Businesses may record with the knowledge of their employees but without notifying the other party to:

  • provide evidence of a business transaction
  • ensure that a business complies with regulatory procedures
  • see that quality standards or targets are being met in the interests of national security
  • prevent or detect crime to investigate the unauthorised use of a telecom system
  • secure the effective operation of the telecommunications system

They may monitor without recording phone calls or e-mails that have been received to see whether they are relevant to the business (e.g. to check for business communications addressed to an employee who is away); but such monitoring must be proportionate and in accordance with data protection laws and codes of practice.

There are two government organisations that have a view on this: Ofcom and the Information Commissioner.


At the request of the Home Office on 19th August 1999 Ofcom published new guidance to companies covering their responsibilities over recording phone calls for business purposes. Companies and organisations that routinely record telephone calls must ensure that their employees are able to make personal calls that are not also recorded under the same system. Staff must also be made aware that personal conversations could be recorded on their telephone and must have access to a separate telephone on the premises where they can make and receive personal calls that are not recorded. Companies that do not provide this guarantee of confidentiality could be in breach of Article 8 of the Europe Convention on Human Rights which covers people's right to privacy.

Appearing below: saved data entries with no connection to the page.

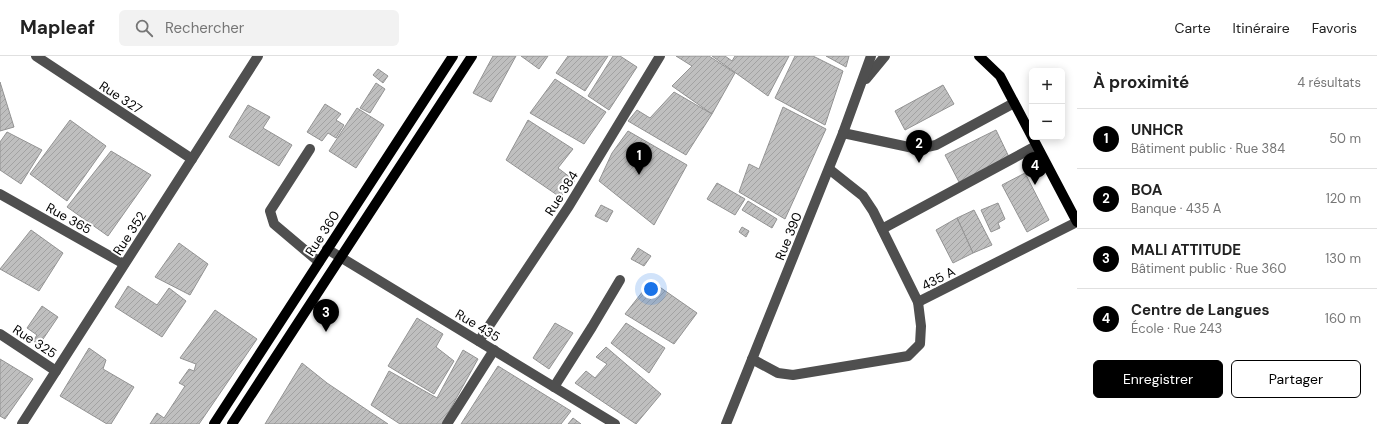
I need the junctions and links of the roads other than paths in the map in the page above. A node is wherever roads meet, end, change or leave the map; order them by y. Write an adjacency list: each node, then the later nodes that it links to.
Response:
1 (36, 56): 16 (street, Rue 327)
2 (258, 56): 16 (street, Rue 352)
3 (453, 56): 21 (main road, Rue 360)
4 (472, 56): 22 (main road)
5 (660, 56): 28 (street, Rue 384)
6 (871, 56): 11 (street, Rue 390)
7 (885, 56): 11 (street)
8 (979, 56): 10 (main road)
9 (990, 56): 10 (main road)
10 (1000, 76): 12 (main road)
11 (860, 86): 13 (street, Rue 390)
12 (1014, 103): 13 (street); 14 (main road)
13 (843, 134): 17 (street, Rue 390)
14 (1036, 146): 19 (main road); 20 (street)
15 (310, 149): 23 (street)
16 (192, 159): 24 (street, Rue 352)
17 (829, 169): 20 (street, 435 A); 30 (street, Rue 390)
18 (0, 194): 24 (street, Rue 365)
19 (1077, 222): 26 (street, 435 A)
20 (882, 229): 26 (street, 435 A)
21 (327, 249): 22 (street, Rue 435); 23 (main road, Rue 360)
22 (341, 258): 28 (street, Rue 435); 35 (main road)
23 (319, 262): 34 (main road, Rue 360)
24 (124, 264): 31 (street, Rue 352)
25 (620, 280): 32 (street)
26 (918, 302): 30 (street)
27 (0, 334): 31 (street, Rue 325)
28 (479, 341): 29 (street, Rue 435)
29 (494, 350): 32 (street, Rue 435); 36 (street)
30 (752, 359): 38 (street, Rue 390)
31 (56, 371): 33 (street, Rue 352)
32 (554, 387): 37 (street, Rue 435)
33 (22, 424)
34 (214, 424)
35 (232, 424)
36 (447, 424)
37 (615, 424)
38 (726, 424)

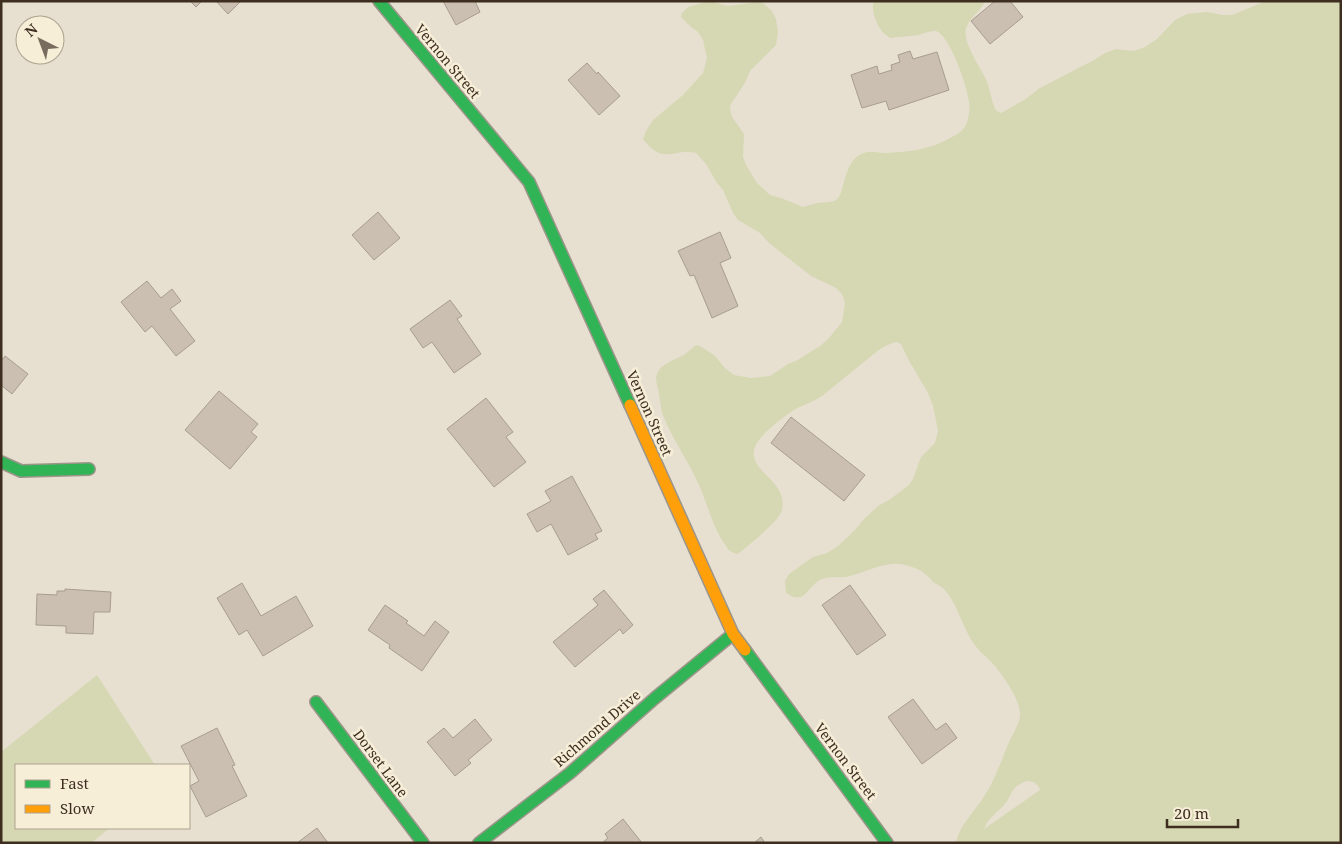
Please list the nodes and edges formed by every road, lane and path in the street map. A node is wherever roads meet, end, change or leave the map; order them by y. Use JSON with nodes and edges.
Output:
{"nodes":[{"id":1,"x":379,"y":1,"type":"edge"},
{"id":2,"x":1,"y":462,"type":"edge"},
{"id":3,"x":89,"y":469,"type":"dead end"},
{"id":4,"x":733,"y":634,"type":"junction"},
{"id":5,"x":316,"y":702,"type":"dead end"},
{"id":6,"x":423,"y":843,"type":"edge"},
{"id":7,"x":480,"y":843,"type":"edge"},
{"id":8,"x":888,"y":843,"type":"edge"}],
"edges":[{"from":1,"to":4,"type":"street","name":"Vernon Street"},
{"from":2,"to":3,"type":"street"},
{"from":4,"to":7,"type":"street","name":"Richmond Drive"},
{"from":4,"to":8,"type":"street","name":"Vernon Street"},
{"from":5,"to":6,"type":"street","name":"Dorset Lane"}]}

The Ofcom guidance is intended to help companies in the private sector and follows a recent Home Office circular issued to all public bodies on this matter. The Home Office circular was issued in response to the European Court of Human Rights (ECHR) decision in June 1997 on the case of Halford vs UK. The essence of the judgement was that interception of a person's office telephone can constitute an interference with the right to respect for their private life established under Article 8 ECHR. Where this is so, the interception must be carried out in accordance with the law and there must be an effective remedy. Because UK law relating to interception does not currently extend to non-public telephone networks, this form of interception could not be carried out in accordance with the law and consequently there was no effective remedy.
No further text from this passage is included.